Para mais detalhes sobre o que a prótese pode ter parecido, os pesquisadores se voltaram para objetos descobertos perto dos restos mortais do homem. Enquanto outros esqueletos masculinos na necrópole Longobard foram encontrados com os braços ao lado, o T US 380 teve o braço direito sobre o torso. Ao lado do braço havia uma faca de ferro, com o cabo alinhado com a mão amputada. Arqueólogos também descobriram uma fivela de bronze em forma de D e restos de um material orgânico, que eles acreditam ser couro.
“Nós sugerimos que uma prótese pode ter tomado a forma de uma touca com uma arma de lâmina modificada ligada a ela”, escrevem os autores do estudo. A faca, teorizam, estava presa à tampa, colocada sobre o coto do homem e amarrada com tiras de couro e fivela.
Apoiar-se em uma arma pontiaguda como prótese pode não parecer a escolha mais prática, e os pesquisadores não podem ter certeza de como o homem usou seu membro improvisado. Pode tê-lo ajudado a realizar tarefas diárias, como comer, ou pode ter sido usado para autodefesa.

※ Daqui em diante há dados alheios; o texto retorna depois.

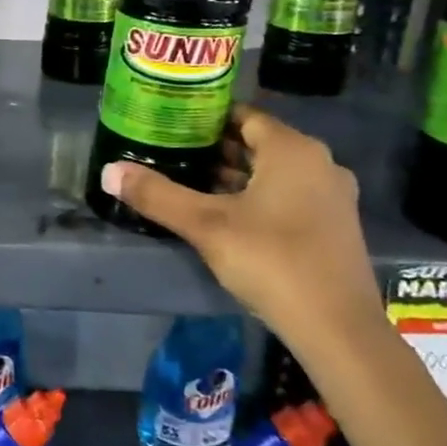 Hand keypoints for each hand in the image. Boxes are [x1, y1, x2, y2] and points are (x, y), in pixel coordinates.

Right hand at [98, 103, 380, 348]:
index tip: (170, 124)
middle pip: (258, 144)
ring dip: (234, 175)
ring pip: (273, 173)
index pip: (243, 116)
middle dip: (214, 148)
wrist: (337, 329)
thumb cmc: (272, 260)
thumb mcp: (205, 225)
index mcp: (293, 150)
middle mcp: (318, 164)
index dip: (206, 118)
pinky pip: (287, 196)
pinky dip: (256, 197)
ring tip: (189, 181)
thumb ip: (157, 195)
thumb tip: (109, 171)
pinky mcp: (333, 227)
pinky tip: (223, 215)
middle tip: (171, 152)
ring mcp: (331, 197) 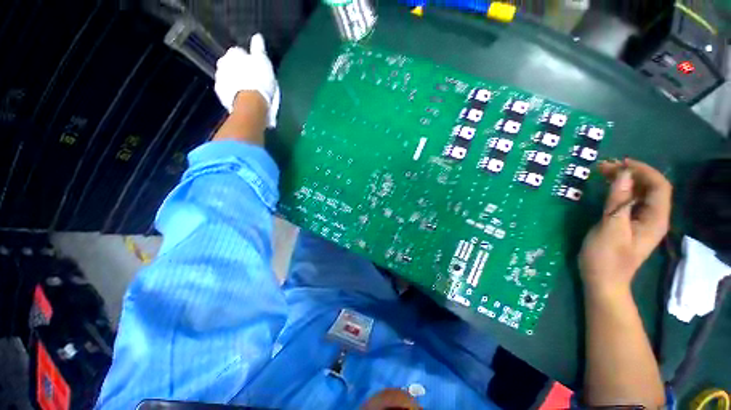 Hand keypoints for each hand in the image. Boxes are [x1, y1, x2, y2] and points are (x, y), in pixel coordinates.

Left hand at [215, 34, 279, 127]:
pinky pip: (227, 91)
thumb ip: (259, 49)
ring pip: (228, 77)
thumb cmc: (259, 81)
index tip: (256, 68)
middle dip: (238, 70)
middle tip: (251, 79)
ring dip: (235, 81)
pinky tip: (242, 98)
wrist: (251, 104)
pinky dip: (233, 93)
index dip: (248, 60)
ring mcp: (219, 79)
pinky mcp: (220, 94)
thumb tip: (257, 37)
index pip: (240, 52)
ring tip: (247, 90)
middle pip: (231, 64)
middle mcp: (222, 63)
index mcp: (233, 53)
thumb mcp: (263, 62)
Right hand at [579, 159, 672, 295]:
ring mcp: (642, 222)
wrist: (603, 281)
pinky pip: (631, 202)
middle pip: (650, 188)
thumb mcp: (610, 227)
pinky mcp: (630, 225)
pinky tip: (608, 188)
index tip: (620, 163)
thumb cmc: (606, 257)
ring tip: (603, 173)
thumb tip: (623, 174)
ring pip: (640, 194)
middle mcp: (654, 218)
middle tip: (605, 167)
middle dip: (631, 173)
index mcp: (655, 219)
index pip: (659, 186)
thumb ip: (618, 201)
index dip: (643, 171)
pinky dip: (620, 192)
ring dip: (624, 181) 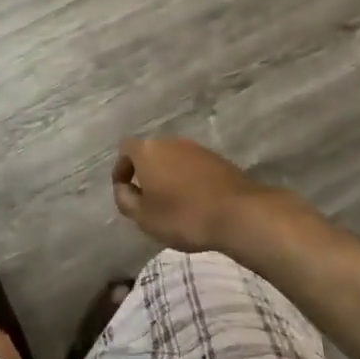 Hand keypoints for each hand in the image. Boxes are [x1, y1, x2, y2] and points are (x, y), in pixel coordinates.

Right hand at [111, 137, 269, 251]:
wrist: (238, 213)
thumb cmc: (183, 216)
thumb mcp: (144, 217)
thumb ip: (125, 200)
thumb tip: (123, 188)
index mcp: (147, 151)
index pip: (125, 149)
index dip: (122, 168)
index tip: (125, 189)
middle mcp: (170, 142)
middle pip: (150, 152)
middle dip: (146, 172)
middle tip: (148, 198)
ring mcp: (196, 148)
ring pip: (173, 159)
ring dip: (169, 175)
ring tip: (173, 202)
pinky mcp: (217, 159)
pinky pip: (193, 166)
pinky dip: (189, 179)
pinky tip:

Mas o homem certamente não teria sido capaz de sobreviver sem pessoas ao redor para ajudá-lo. O fato de ele ter conseguido sobreviver a uma amputação anterior numa era antes dos antibióticos é, segundo os pesquisadores, "notáveis". As pessoas de sua comunidade devem ter ajudado a mantê-lo em um ambiente limpo e tomado medidas para estancar sua perda de sangue possivelmente através de bálsamos de ervas.
“A sobrevivência desse macho longobardo”, escrevem os autores do estudo, “atesta o cuidado comunitário, a compaixão familiar e um alto valor dado à vida humana”.